Is remote viewing total bullshit?

Dekanich says that he is yet to invest in a cryptocurrency or token that had positive sentiment on CryptoViewing, which then turned out to be a scam. 

He does concede that the organisation didn’t predict this year’s major crypto crash and says that remote viewing information appears to be less about the price of a coin, and more reflective of the intentions or motivations of the people behind it.

Smith and Dekanich will both tell you that they have absolutely no certainty about how it works, even though they’re convinced that it does. That attitude was shared by people involved in the CIA's Stargate Project, who believed that remote viewing helped saved the US government more than $200m by locating lost scud missiles in the Persian Gulf.

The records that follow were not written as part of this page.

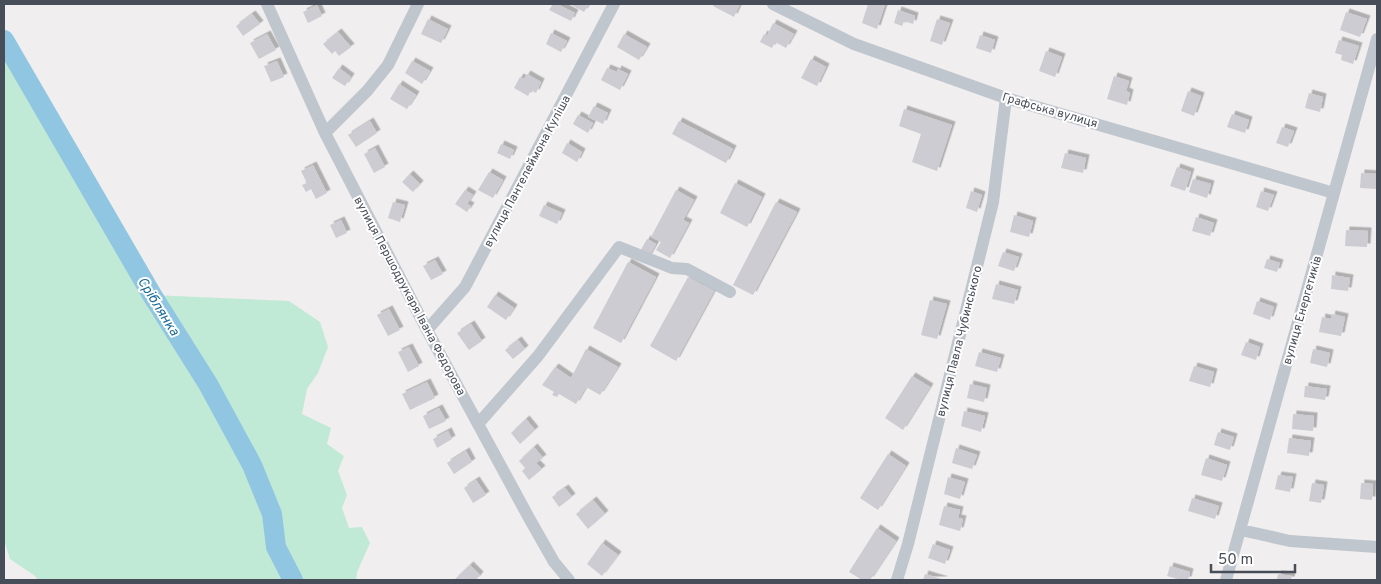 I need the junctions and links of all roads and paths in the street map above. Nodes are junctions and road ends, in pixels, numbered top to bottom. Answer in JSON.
{"nodes":[{"id":1,"x":267,"y":4,"type":"edge"},
{"id":2,"x":418,"y":4,"type":"edge"},
{"id":3,"x":614,"y":4,"type":"edge"},
{"id":4,"x":774,"y":4,"type":"edge"},
{"id":5,"x":1377,"y":39,"type":"edge"},
{"id":6,"x":1006,"y":98,"type":"junction"},
{"id":7,"x":325,"y":133,"type":"junction"},
{"id":8,"x":1334,"y":193,"type":"junction"},
{"id":9,"x":730,"y":292,"type":"dead end"},
{"id":10,"x":427,"y":330,"type":"junction"},
{"id":11,"x":478,"y":424,"type":"junction"},
{"id":12,"x":1240,"y":530,"type":"junction"},
{"id":13,"x":1377,"y":547,"type":"edge"},
{"id":14,"x":569,"y":580,"type":"edge"},
{"id":15,"x":897,"y":580,"type":"edge"},
{"id":16,"x":1226,"y":580,"type":"edge"}],
"edges":[{"from":1,"to":7,"type":"street","name":"вулиця Першодрукаря Івана Федорова"},
{"from":2,"to":7,"type":"street"},
{"from":3,"to":10,"type":"street","name":"вулиця Пантелеймона Куліша"},
{"from":4,"to":6,"type":"street","name":"Графська вулиця"},
{"from":5,"to":8,"type":"street","name":"вулиця Енергетиків"},
{"from":6,"to":8,"type":"street","name":"Графська вулиця"},
{"from":6,"to":15,"type":"street","name":"вулиця Павла Чубинського"},
{"from":7,"to":10,"type":"street","name":"вулиця Першодрукаря Івана Федорова"},
{"from":8,"to":12,"type":"street","name":"вулиця Енергетиків"},
{"from":9,"to":11,"type":"street"},
{"from":10,"to":11,"type":"street","name":"вулиця Першодрукаря Івана Федорова"},
{"from":11,"to":14,"type":"street","name":"вулиця Першодрукаря Івана Федорова"},
{"from":12,"to":13,"type":"street"},
{"from":12,"to":16,"type":"street","name":"вулиця Енергетиків"}]}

In terms of peer-reviewed literature, one of the main studies on remote viewing was commissioned by the CIA and assessed by two credible researchers from the ​​American Institutes for Research, Jessica Utts and Ray Hyman.

Utts concluded that remote viewing had a “statistically significant” effect that produced positive results unexplainable by chance. Hyman meanwhile said that Utts’s conclusion was “premature, to say the least,” partly as the results hadn’t been independently replicated. 

Subsequent studies have not definitively proven the validity of remote viewing, but certain institutions are still putting faith in the technique, such as police forces that have used it to try and help solve missing persons cases.

And while it might all sound incredibly "out there" and new age, Smith says that remote viewing is really no different to the concept of intuition that’s commonly found in business: “I just use what any good CEO would use, and that's their gut feeling. I've just managed to hone my gut feeling over a period of two and a half decades, so I understand it in a lot more detail.”

If he had to guess, Smith says that the explanation for remote viewing might be rooted in the mysteries of fundamental physics, and questions about the nature of our reality.

“I think the latest theories about the holographic universe and quantum mechanics — I think that's probably what's happening here,” he says. “I think it's quantum entanglement that we just haven't got the physics for yet. But we're getting there.”

So, would we advise Sifted readers to buy into remote viewing and its potential to forecast cryptocurrencies? We’ll leave that up to you.